• _GOAL OF THE EXERCISE_: Your result should be every line of the records below that contains the word "Linn".

::: EXTRACTED RECORDS

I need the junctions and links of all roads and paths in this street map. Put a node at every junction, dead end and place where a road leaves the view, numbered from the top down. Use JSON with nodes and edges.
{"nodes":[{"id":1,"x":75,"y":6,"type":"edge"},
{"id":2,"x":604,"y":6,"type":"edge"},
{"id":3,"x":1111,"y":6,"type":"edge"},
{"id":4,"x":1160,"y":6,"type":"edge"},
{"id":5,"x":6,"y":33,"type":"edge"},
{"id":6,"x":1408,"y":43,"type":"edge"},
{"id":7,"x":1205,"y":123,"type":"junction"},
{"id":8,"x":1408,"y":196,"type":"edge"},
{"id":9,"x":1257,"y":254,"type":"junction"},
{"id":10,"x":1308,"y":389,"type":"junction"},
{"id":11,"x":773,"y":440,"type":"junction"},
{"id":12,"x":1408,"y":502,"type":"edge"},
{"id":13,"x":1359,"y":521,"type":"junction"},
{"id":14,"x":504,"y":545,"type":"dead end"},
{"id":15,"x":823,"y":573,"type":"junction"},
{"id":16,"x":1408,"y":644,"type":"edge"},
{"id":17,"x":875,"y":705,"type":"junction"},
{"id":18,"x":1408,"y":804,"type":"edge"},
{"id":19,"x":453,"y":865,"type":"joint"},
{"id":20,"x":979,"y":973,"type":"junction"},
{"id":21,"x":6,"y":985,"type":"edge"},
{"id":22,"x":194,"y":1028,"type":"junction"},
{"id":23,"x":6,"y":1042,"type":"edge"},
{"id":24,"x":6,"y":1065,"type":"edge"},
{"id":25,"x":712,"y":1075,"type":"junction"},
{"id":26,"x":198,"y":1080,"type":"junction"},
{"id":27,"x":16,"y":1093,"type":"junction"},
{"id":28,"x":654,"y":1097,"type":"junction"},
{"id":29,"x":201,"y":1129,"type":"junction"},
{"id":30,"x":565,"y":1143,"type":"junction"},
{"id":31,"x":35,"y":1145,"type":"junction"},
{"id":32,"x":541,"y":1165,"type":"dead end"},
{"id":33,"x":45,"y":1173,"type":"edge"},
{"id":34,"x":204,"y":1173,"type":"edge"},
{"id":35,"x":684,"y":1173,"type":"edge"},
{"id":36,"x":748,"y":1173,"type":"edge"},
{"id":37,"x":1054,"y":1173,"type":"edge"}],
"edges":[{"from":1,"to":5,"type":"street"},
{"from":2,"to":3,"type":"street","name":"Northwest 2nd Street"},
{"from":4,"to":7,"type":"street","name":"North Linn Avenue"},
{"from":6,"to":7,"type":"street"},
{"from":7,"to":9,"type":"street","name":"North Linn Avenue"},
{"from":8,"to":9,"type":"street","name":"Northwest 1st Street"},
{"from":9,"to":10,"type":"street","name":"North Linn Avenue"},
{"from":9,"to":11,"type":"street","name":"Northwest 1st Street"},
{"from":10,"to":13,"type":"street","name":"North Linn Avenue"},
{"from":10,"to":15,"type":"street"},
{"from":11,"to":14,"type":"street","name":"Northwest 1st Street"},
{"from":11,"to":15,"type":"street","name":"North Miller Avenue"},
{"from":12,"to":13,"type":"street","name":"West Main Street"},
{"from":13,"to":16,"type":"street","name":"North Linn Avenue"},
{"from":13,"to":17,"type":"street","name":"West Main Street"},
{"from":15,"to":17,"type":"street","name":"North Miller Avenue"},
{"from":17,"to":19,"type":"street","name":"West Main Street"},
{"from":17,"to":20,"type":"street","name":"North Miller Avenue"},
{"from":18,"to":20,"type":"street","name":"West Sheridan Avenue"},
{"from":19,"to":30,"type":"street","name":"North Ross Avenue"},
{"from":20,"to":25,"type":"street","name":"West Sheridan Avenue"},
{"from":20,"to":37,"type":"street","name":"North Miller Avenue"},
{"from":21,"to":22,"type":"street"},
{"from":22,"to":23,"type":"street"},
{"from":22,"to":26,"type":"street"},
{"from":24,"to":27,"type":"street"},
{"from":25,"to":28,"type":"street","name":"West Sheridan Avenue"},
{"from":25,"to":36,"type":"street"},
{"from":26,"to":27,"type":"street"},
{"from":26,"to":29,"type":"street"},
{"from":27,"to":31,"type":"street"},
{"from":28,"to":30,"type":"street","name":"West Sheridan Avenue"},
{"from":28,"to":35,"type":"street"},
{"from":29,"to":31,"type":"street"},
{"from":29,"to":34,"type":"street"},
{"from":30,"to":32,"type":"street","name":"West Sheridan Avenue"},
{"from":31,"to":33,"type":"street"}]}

::::::

• _FINISHED EXERCISE_:
{"from":4,"to":7,"type":"street","name":"North Linn Avenue"},
{"from":7,"to":9,"type":"street","name":"North Linn Avenue"},
{"from":9,"to":10,"type":"street","name":"North Linn Avenue"},
{"from":10,"to":13,"type":"street","name":"North Linn Avenue"},
{"from":13,"to":16,"type":"street","name":"North Linn Avenue"},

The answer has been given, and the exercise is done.